> _What this task involves_
Find the number of lines in these records where the word "their" appears. Reply with that number and nothing more.

Material provided below:

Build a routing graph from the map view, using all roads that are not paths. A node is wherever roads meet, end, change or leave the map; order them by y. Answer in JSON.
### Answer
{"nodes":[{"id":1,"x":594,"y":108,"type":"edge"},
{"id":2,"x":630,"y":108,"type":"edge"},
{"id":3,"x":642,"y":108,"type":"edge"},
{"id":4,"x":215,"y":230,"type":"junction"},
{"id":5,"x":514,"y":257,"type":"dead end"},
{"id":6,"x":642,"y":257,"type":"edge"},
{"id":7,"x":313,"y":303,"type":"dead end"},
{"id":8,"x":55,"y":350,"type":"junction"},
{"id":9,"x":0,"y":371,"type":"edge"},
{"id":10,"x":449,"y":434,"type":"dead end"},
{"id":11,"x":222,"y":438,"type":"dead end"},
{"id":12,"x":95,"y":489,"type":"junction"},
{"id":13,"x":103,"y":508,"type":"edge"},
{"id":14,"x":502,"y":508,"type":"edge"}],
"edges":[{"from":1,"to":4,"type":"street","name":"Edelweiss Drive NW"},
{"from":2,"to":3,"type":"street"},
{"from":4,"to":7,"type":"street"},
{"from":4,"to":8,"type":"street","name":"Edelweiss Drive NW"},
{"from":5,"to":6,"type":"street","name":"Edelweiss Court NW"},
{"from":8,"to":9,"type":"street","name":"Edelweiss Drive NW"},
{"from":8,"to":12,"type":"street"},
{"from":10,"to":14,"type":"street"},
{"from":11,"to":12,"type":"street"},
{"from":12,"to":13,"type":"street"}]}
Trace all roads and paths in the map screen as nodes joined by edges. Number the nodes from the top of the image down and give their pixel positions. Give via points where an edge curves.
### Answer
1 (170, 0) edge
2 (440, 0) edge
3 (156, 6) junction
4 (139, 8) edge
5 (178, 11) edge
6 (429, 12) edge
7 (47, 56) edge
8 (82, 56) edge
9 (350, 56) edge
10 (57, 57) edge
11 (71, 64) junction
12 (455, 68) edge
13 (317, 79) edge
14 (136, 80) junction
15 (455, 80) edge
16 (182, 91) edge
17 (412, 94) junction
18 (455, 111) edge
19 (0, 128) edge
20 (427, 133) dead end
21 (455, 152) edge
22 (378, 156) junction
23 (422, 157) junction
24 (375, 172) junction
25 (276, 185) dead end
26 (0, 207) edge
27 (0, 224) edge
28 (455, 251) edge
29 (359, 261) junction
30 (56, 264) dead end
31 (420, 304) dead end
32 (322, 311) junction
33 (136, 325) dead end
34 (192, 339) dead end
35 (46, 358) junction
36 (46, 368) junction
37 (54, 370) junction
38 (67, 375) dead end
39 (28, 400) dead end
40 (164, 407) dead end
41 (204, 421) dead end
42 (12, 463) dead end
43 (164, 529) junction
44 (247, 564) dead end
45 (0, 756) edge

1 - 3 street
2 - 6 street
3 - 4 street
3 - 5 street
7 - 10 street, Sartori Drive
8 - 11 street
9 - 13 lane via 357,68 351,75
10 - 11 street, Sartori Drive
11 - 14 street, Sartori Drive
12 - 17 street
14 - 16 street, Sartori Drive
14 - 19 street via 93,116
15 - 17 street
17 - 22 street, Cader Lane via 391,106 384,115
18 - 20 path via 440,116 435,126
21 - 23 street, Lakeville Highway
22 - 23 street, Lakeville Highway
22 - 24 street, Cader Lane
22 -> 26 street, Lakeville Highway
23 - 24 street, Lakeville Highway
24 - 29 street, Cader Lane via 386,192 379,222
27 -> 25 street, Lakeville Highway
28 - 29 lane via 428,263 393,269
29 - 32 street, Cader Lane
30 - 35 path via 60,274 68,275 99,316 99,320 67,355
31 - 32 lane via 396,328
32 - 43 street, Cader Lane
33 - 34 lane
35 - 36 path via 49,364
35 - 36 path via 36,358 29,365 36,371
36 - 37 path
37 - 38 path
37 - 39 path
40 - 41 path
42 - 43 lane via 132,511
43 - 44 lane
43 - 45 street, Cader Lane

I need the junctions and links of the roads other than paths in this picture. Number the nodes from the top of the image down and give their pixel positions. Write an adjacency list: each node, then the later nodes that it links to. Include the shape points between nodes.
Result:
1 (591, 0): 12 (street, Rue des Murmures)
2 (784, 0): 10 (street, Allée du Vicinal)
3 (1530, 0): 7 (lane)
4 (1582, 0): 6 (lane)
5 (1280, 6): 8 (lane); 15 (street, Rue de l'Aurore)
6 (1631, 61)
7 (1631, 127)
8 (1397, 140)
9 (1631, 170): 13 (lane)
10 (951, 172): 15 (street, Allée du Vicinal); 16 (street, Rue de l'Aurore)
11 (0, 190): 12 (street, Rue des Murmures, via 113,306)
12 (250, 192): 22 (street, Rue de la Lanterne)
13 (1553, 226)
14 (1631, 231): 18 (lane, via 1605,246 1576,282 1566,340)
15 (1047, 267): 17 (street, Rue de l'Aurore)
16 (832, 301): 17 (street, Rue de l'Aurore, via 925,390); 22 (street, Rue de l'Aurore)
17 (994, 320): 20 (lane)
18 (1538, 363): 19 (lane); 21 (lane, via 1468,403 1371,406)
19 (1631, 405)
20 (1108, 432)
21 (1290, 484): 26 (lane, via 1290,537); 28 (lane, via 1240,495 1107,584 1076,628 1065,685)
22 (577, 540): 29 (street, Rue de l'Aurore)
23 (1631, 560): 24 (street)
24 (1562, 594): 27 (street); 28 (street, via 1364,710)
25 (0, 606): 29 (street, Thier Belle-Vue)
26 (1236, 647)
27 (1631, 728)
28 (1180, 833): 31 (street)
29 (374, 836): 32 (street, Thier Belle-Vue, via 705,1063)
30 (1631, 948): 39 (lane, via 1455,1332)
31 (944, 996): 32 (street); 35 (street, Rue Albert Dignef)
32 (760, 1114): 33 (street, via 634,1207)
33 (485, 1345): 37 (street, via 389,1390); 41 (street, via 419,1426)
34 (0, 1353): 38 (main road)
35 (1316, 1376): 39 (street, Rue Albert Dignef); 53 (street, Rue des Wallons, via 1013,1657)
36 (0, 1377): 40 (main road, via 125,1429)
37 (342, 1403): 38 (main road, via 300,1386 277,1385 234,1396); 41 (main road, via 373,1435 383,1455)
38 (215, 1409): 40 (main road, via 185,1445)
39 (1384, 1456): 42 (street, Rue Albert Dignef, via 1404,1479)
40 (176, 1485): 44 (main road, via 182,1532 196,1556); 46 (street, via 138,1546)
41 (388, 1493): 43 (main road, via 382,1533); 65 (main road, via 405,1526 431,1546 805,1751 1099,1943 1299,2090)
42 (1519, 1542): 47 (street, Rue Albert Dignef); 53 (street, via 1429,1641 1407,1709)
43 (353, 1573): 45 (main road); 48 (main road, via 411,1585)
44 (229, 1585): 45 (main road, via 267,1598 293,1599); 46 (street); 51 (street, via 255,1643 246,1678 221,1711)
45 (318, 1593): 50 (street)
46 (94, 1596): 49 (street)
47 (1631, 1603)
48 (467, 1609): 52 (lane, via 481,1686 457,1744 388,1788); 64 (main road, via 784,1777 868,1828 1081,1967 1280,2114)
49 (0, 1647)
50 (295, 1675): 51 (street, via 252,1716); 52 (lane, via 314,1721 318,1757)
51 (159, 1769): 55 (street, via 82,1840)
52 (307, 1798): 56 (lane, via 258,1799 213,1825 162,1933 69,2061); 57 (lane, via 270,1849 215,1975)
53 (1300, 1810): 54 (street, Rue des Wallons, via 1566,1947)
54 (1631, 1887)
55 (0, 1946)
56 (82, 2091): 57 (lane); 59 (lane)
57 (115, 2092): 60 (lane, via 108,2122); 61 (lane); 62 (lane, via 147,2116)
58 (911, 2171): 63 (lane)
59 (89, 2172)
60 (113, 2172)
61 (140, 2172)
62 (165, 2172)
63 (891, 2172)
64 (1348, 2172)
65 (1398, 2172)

End of Material provided.

> _Exercise answer_
2